Hence further research may be required to explore alternatives for malnutrition screening tools for younger adults in rehabilitation. A larger study of the MNA-SF may establish predictive validity for clinical outcomes in this age group or the MNA-SF may need to be refined, with minor changes to the item relating to weight loss, potentially making it more applicable for this age group. Alternatively, the efficacy of other nutrition screening tools for younger adults, such as the Rapid Screen, or a tool validated in the acute care setting such as the MUST could be validated for both young and old in rehabilitation.

The advantage of this study was that it employed a consecutive recruitment method and had a high response rate (96%), making the study sample more representative. Additionally, the MNA-SF was administered by only two dietitians, thus limiting inter-observer variation in the screening process. However, there were some limitations which need to be taken into account. The group of younger adults in this study may not be representative of younger rehabilitation patients in general, due to the fact that this particular facility admits very few spinal and severe trauma patients compared with some other major rehabilitation facilities. Readmissions to acute care were only collected from public hospital records, so some readmissions may not have been captured mortality data was only taken from OACIS which does not provide a comprehensive record of deaths.
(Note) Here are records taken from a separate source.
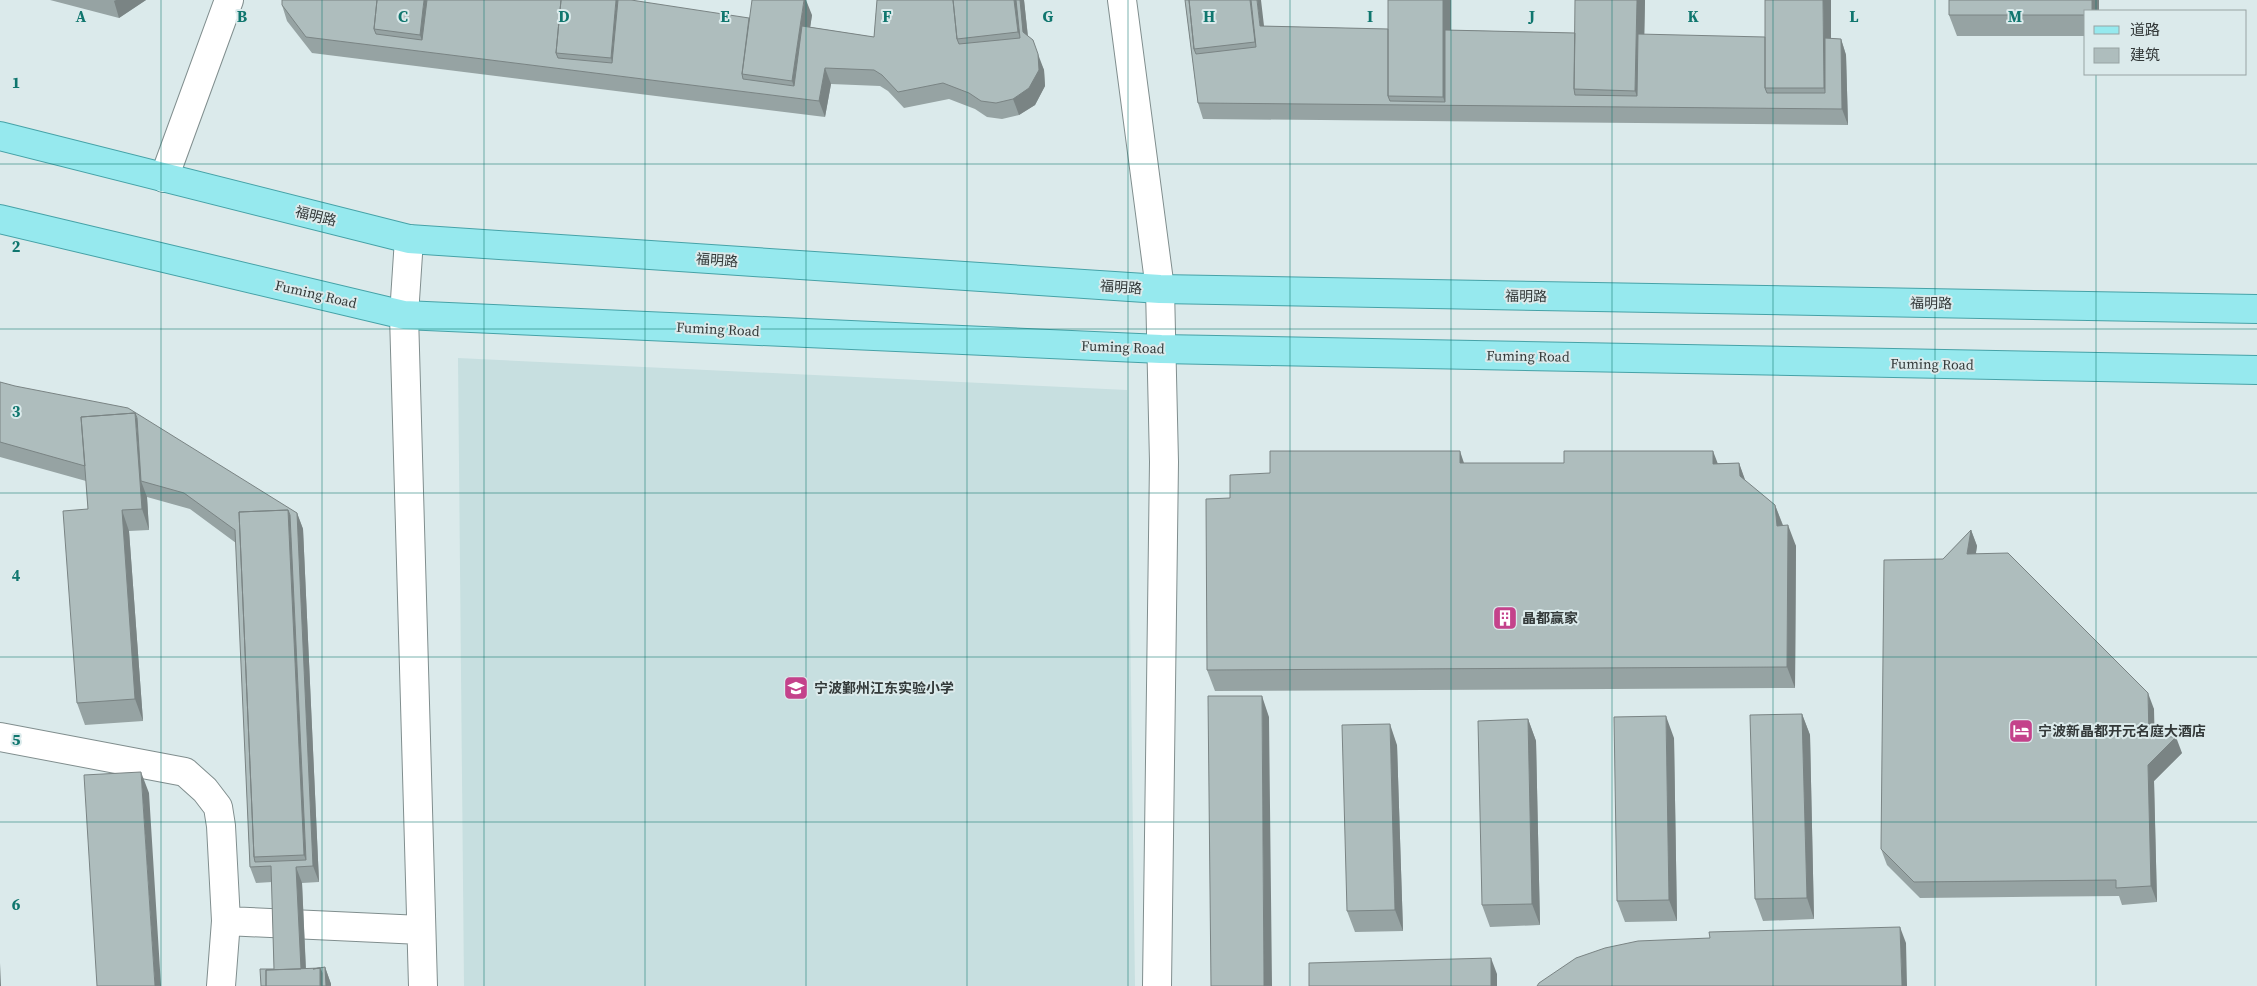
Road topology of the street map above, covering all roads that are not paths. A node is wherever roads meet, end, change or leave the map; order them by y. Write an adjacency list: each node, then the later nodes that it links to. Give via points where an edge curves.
1 (229, 0): 4 (street)
2 (1122, 0): 7 (street)
3 (0, 136): 4 (main road, 福明路)
4 (164, 178): 6 (main road, 福明路)
5 (0, 219): 9 (main road, Fuming Road)
6 (409, 239): 7 (main road, 福明路); 9 (street)
7 (1160, 289): 8 (main road, 福明路); 10 (street)
8 (2257, 309)
9 (404, 315): 10 (main road, Fuming Road); 14 (street)
10 (1161, 349): 11 (main road, Fuming Road); 17 (street, via 1164,462)
11 (2257, 370)
12 (0, 737): 13 (street, via 185,772 218,807)
13 (226, 921): 14 (street); 15 (street)
14 (421, 930): 16 (street)
15 (221, 986)
16 (423, 986)
17 (1157, 986)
Due to the non- experimental design of the study patients who were assessed as malnourished or at risk of malnutrition received nutrition intervention. Therefore the lack of significant associations between malnutrition and clinical outcomes could be attributed to improvements in nutritional status due to nutrition intervention during admission. The validity testing performed was also only addressing predictive validity, a comparison to a reference standard was not included. Finally, as discussed above, the sample size in this study was relatively small, as was the total number of adverse events. Future research directions might include a larger study to avoid risk of type 2 error, inclusion of an objective and comprehensive assessment of nutritional status to be used as a reference standard and if our findings are confirmed, refinement of the MNA-SF to address deficits and improve ability to be used across the entirety of patients admitted to the rehabilitation setting.

In conclusion, malnutrition is common in the rehabilitation setting amongst younger adults and although validated screening tools are available for its identification in older adults undergoing rehabilitation, there is no such instrument currently validated for younger adults in this setting. Ideally the same tool would be used across all age groups in the rehabilitation setting for efficiency purposes, however this study could not demonstrate that the MNA-SF has predictive validity for relevant clinical outcomes in younger adults. Further research into the appropriateness of the tools currently validated for rehabilitation or alternatively, investigation of the validity of other nutrition screening tools in the rehabilitation setting is required.


Acknowledgements: The authors would like to thank the Nutrition & Dietetics Department of Flinders University for providing financial support for the initial stages of the case note audit. We are also grateful to Karen Storah for her work in data collection.

Conflicts of interest: The authors have no conflicts of interest to disclose.